Data shown —
-- Opening Marker --
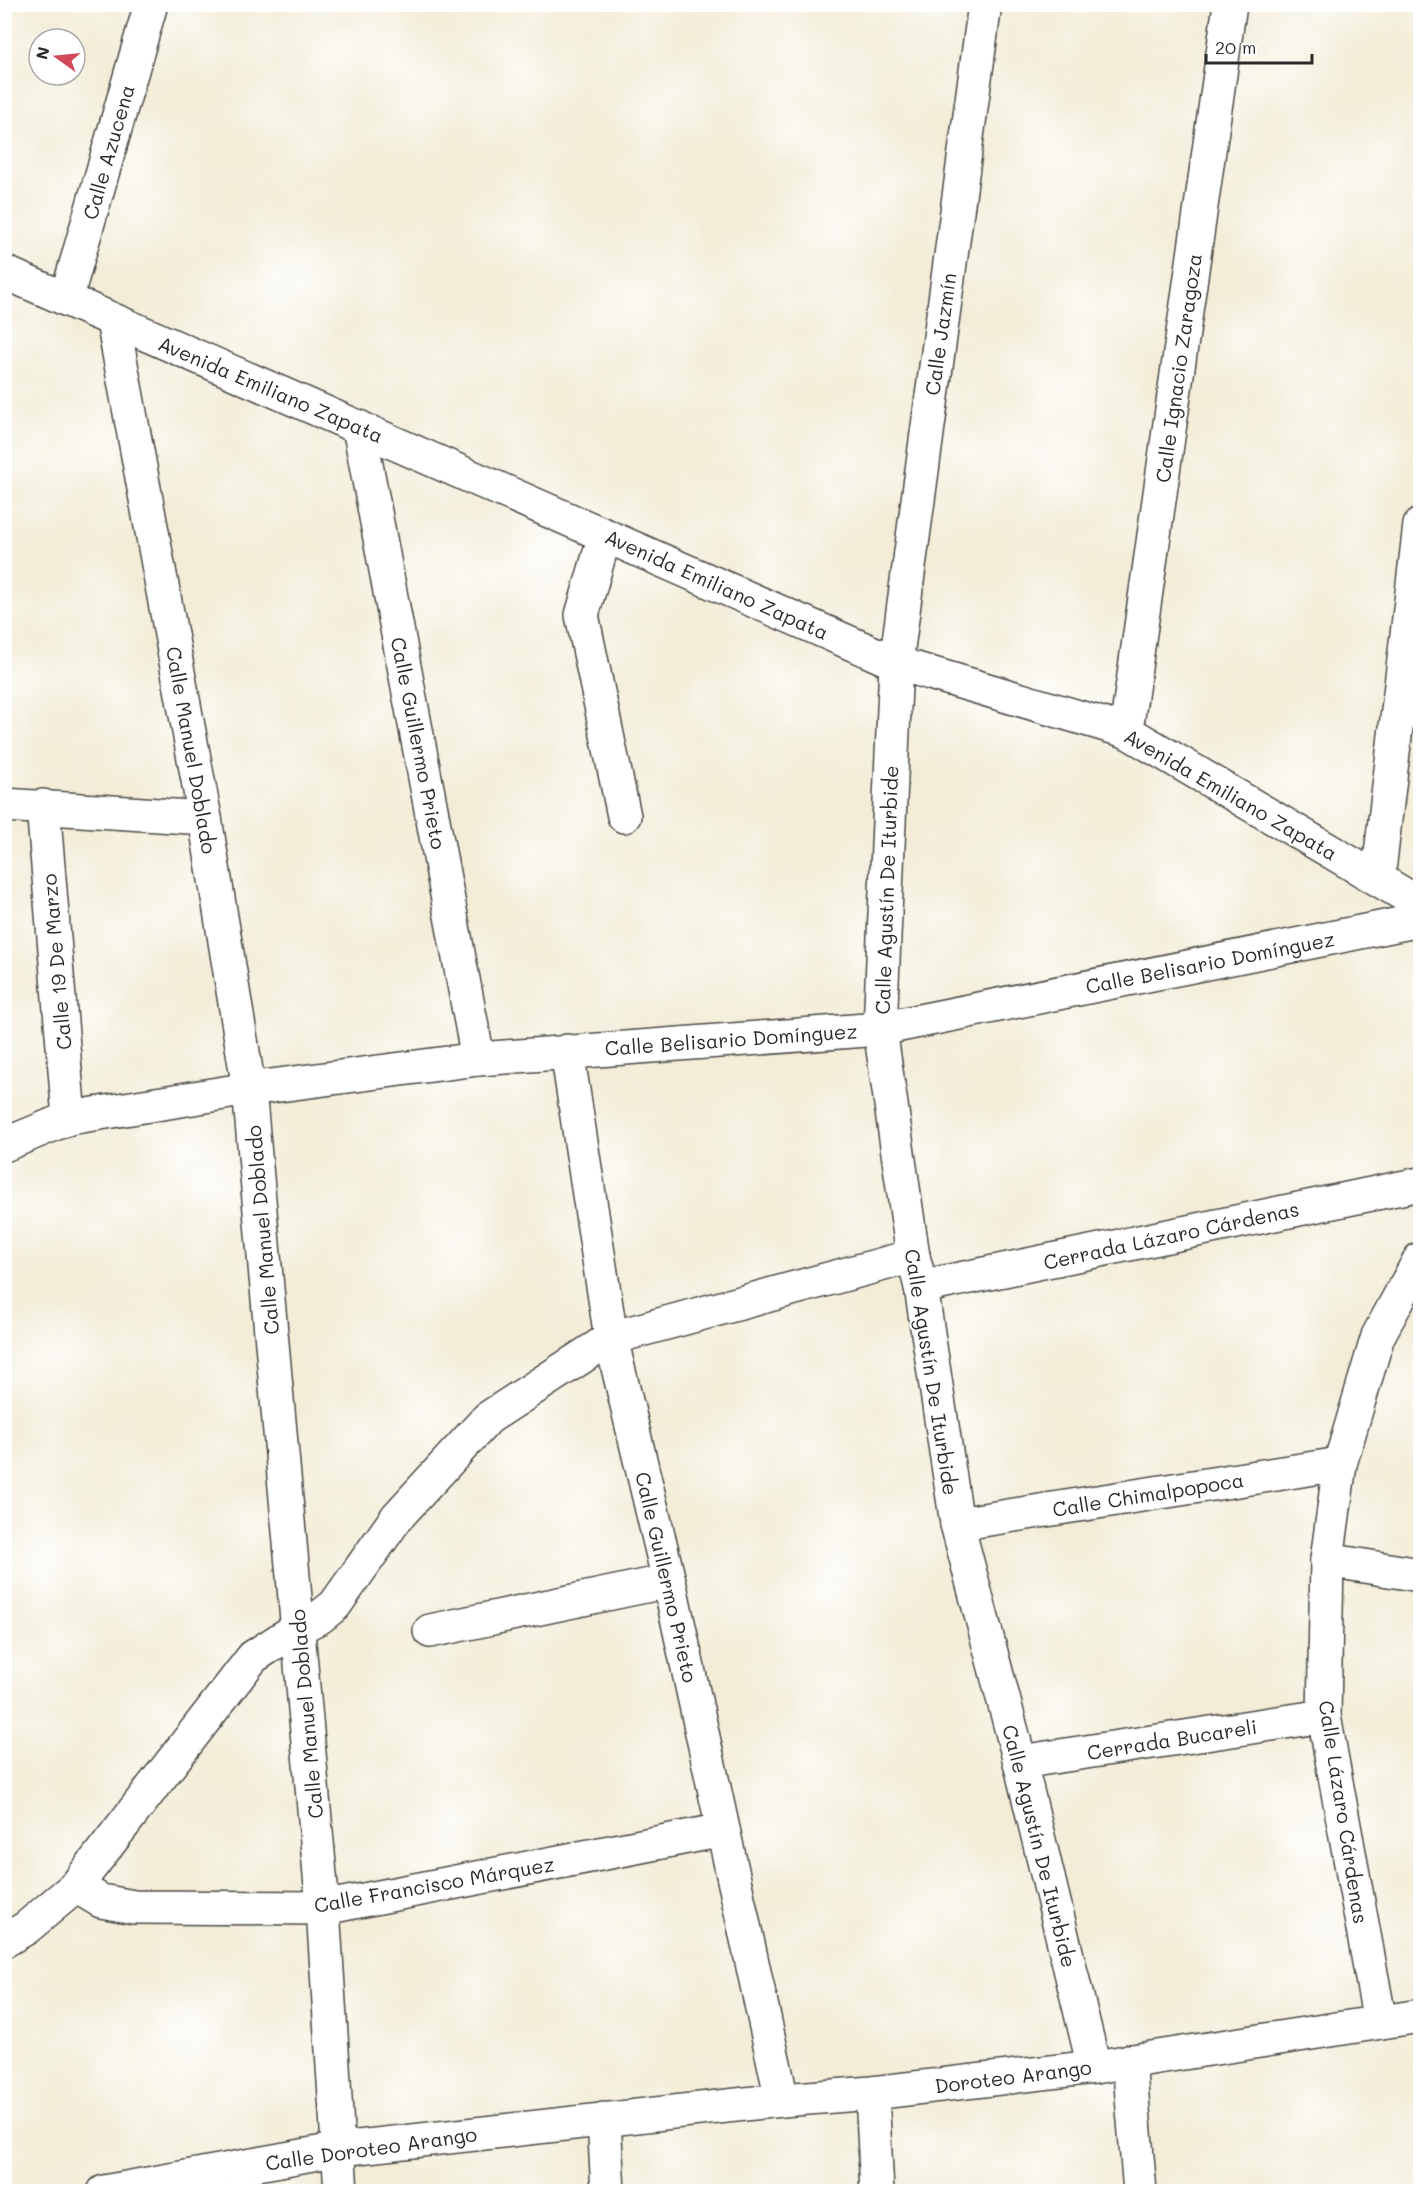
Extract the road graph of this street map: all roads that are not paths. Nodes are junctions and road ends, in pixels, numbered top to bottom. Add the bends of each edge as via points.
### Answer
1 (150, 4) edge
2 (984, 4) edge
3 (1230, 4) edge
4 (4, 272) edge
5 (66, 299) junction
6 (113, 321) junction
7 (359, 427) junction
8 (1420, 525) edge
9 (605, 535) junction
10 (896, 663) junction
11 (1126, 731) junction
12 (4, 805) edge
13 (43, 806) junction
14 (624, 816) dead end
15 (205, 818) junction
16 (1378, 879) junction
17 (1420, 904) edge
18 (1420, 920) edge
19 (880, 1029) junction
20 (567, 1051) junction
21 (478, 1059) junction
22 (249, 1089) junction
23 (69, 1118) junction
24 (4, 1145) edge
25 (1420, 1184) edge
26 (913, 1256) junction
27 (1420, 1259) edge
28 (921, 1287) junction
29 (611, 1338) junction
30 (1340, 1464) junction
31 (957, 1524) junction
32 (1327, 1560) junction
33 (1420, 1575) edge
34 (669, 1581) junction
35 (298, 1628) junction
36 (430, 1631) dead end
37 (1324, 1716) junction
38 (1020, 1762) junction
39 (723, 1830) junction
40 (76, 1886) junction
41 (323, 1908) junction
42 (4, 1941) edge
43 (1420, 2016) edge
44 (1380, 2022) junction
45 (1129, 2061) junction
46 (1094, 2067) junction
47 (872, 2093) junction
48 (782, 2100) junction
49 (604, 2119) junction
50 (340, 2149) junction
51 (104, 2192) edge
52 (341, 2192) edge
53 (608, 2192) edge
54 (877, 2192) edge
55 (1140, 2192) edge

1 - 5 street, Calle Azucena
2 - 10 street, Calle Jazmín
3 - 11 street, Calle Ignacio Zaragoza
4 - 5 street, Avenida Emiliano Zapata
5 - 6 street, Avenida Emiliano Zapata
6 - 7 street, Avenida Emiliano Zapata
6 - 15 street, Calle Manuel Doblado
7 - 9 street, Avenida Emiliano Zapata
7 - 21 street, Calle Guillermo Prieto
8 - 16 street
9 - 10 street, Avenida Emiliano Zapata
9 - 14 street via 582,615
10 - 11 street, Avenida Emiliano Zapata
10 - 19 street, Calle Agustín De Iturbide
11 - 16 street, Avenida Emiliano Zapata
12 - 13 street
13 - 15 street
13 - 23 street, Calle 19 De Marzo
15 - 22 street, Calle Manuel Doblado
16 - 17 street, Avenida Emiliano Zapata
18 - 19 street, Calle Belisario Domínguez
19 - 20 street, Calle Belisario Domínguez
19 - 26 street, Calle Agustín De Iturbide
20 - 21 street, Calle Belisario Domínguez
20 - 29 street, Calle Guillermo Prieto
21 - 22 street, Calle Belisario Domínguez
22 - 23 street, Calle Belisario Domínguez
22 - 35 street, Calle Manuel Doblado
23 - 24 street, Calle Belisario Domínguez
25 - 28 street, Cerrada Lázaro Cárdenas
26 - 28 street, Calle Agustín De Iturbide
26 - 29 street
27 - 30 street, Calle Lázaro Cárdenas via 1378,1336
28 - 31 street, Calle Agustín De Iturbide
29 - 34 street, Calle Guillermo Prieto
29 - 35 street via 488,1418 397,1517 335,1605
30 - 31 street, Calle Chimalpopoca
30 - 32 street, Calle Lázaro Cárdenas
31 - 38 street, Calle Agustín De Iturbide
32 - 33 street
32 - 37 street, Calle Lázaro Cárdenas
34 - 36 street
34 - 39 street, Calle Guillermo Prieto
35 - 40 street via 253,1657
35 - 41 street, Calle Manuel Doblado
37 - 38 street, Cerrada Bucareli
37 - 44 street, Calle Lázaro Cárdenas
38 - 46 street, Calle Agustín De Iturbide
39 - 41 street, Calle Francisco Márquez
39 - 48 street, Calle Guillermo Prieto
40 - 41 street, Calle Francisco Márquez via 101,1901 134,1907
40 - 42 street via 26,1928
41 - 50 street, Calle Manuel Doblado
43 - 44 street, Doroteo Arango
44 - 45 street, Doroteo Arango
45 - 46 street, Doroteo Arango
45 - 55 street
46 - 47 street, Doroteo Arango
47 - 48 street, Doroteo Arango
47 - 54 street
48 - 49 street, Doroteo Arango
49 - 50 street, Calle Doroteo Arango
49 - 53 street
50 - 51 street, Calle Doroteo Arango
50 - 52 street, Calle Manuel Doblado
-- Closing Marker --
The problem — Wherever the word "Agustín" appears in the listing above, copy the whole line.

Your response —
10 - 19 street, Calle Agustín De Iturbide
19 - 26 street, Calle Agustín De Iturbide
26 - 28 street, Calle Agustín De Iturbide
28 - 31 street, Calle Agustín De Iturbide
31 - 38 street, Calle Agustín De Iturbide
38 - 46 street, Calle Agustín De Iturbide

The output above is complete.